Opinion

Mr President Sir, I Say, NO Red Carpet for Diasporians, True Zimbabweans Come First

To my brothers and sisters, fathers and mothers, black or white and all true Zimbabweans.

I write this note with deep sadness, anger and disbelief following recent reports urging “airport authorities to roll out the red carpet for diaspora tourists upon their arrival in Zimbabwe.” For a nation that fought a protracted and painful war of liberation, this posture is deeply offensive and insulting.

It suggests that Zimbabwe has reached a point where it celebrates those returning from foreign lands, including former colonial powers, while neglecting and marginalising the very citizens who never abandoned the country.Zimbabwe’s independence was not gifted, it was earned through blood, sacrifice and immense suffering.

Thousands died so that Zimbabweans could reclaim dignity, sovereignty and control over their own destiny. To now prioritise and symbolically honour individuals arriving with foreign passports, many from the very countries that once oppressed us, is to dishonour that sacrifice.

These actions raises one very painful but unavoidable question, if the highest recognition in independent Zimbabwe is reserved for those who left and acquired foreign citizenship, then what was the purpose of the liberation struggle?The reality today is uncomfortable but undeniable. A significant number of our legislators and senior officials hold foreign passports, including those of former colonising nations.

Those who do not are actively ensuring that their children will acquire such passports. This behaviour speaks louder than any political slogan. It reflects a lack of confidence in the future of the country by those entrusted to govern it.

Yet instead of confronting this failure, the State now proposes to celebrate returnees at our airports, while ordinary Zimbabweans at home continue to struggle daily for survival.

The Zimbabwean who stayed behind endured economic collapse, hyperinflation, sanctions, currency instability, deindustrialisation and the steady erosion of public services. These citizens did not remain because life was easy they remained because Zimbabwe is their home.
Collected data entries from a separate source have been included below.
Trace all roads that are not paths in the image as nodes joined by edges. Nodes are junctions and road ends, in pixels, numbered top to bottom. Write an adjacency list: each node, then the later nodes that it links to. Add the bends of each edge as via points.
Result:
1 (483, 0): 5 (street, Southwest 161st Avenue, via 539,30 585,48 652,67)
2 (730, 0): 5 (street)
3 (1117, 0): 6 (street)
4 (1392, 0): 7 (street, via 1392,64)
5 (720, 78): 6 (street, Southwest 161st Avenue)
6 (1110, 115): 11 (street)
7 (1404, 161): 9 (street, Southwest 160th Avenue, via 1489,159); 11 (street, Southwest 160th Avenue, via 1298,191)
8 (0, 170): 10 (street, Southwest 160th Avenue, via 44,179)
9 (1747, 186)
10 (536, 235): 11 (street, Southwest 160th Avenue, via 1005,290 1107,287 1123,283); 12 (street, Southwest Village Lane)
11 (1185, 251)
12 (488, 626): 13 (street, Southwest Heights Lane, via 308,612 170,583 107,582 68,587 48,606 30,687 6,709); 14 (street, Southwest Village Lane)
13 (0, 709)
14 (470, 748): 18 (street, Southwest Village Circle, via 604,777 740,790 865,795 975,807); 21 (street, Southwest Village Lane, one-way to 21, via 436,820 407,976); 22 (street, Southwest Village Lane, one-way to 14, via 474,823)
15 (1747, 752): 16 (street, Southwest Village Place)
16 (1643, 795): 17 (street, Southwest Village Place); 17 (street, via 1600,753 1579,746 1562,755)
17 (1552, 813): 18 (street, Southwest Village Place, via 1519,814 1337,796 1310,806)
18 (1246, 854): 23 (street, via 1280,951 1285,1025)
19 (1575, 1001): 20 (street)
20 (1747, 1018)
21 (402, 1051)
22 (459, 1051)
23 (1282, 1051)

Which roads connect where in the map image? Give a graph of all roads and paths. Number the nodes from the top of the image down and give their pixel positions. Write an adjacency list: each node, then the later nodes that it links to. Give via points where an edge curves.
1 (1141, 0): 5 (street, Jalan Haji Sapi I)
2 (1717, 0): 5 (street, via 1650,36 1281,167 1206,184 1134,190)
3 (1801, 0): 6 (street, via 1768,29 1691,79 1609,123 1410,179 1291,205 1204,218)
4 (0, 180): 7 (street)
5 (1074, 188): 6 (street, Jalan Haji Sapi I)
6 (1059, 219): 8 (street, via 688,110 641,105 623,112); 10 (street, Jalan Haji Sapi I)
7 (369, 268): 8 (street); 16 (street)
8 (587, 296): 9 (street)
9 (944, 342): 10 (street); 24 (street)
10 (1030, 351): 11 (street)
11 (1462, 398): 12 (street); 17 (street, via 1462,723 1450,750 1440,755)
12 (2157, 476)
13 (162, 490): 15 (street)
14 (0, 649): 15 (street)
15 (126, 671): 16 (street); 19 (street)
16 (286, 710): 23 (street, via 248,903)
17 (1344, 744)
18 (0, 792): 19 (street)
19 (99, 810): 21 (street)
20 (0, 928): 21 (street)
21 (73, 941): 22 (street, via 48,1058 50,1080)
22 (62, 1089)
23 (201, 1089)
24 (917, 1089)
They queued for transport, watched pensions evaporate, struggled to pay school fees and lived through years of uncertainty. These are the people who carried the nation through its darkest periods and they are the ones who deserve dignity, recognition and priority.

By rolling out red carpets for the diaspora while ignoring citizens on the ground, the message being sent is both dangerous and demoralising. It suggests that foreign passports are more valuable than loyalty, that those who left matter more than those who stayed and that external validation matters more than internal resilience.

A truly sovereign nation does not glorify departure while neglecting endurance. Nor does it place foreigners and external interests ahead of its own people.If there is to be any symbolic honour in this country, it should be reserved for the teacher who stayed in the classroom despite poor pay, the nurse who remained in understaffed hospitals, the war veteran who never left, the pensioner who survived the collapse of savings and the youth who never obtained a visa but still hopes for a future in Zimbabwe.

These are the true pillars of the nation.I therefore state this clearly and without apology, Zimbabweans in Zimbabwe must come first.

Not diasporans, not foreign investors given preferential treatment and not citizens of other nations elevated above their own people.

Patriotism is not measured by arrivals at international airports, but by who stood firm when the country was on its knees.To my Government and to Parliament, I say a big NO to this nonsense.

Do not insult the liberation struggle.

Do not rewrite history at the airport. Do not reward flight and punish loyalty.

Zimbabweans who endured and survived at home must come first or else the very meaning of Zimbabwean independence is lost.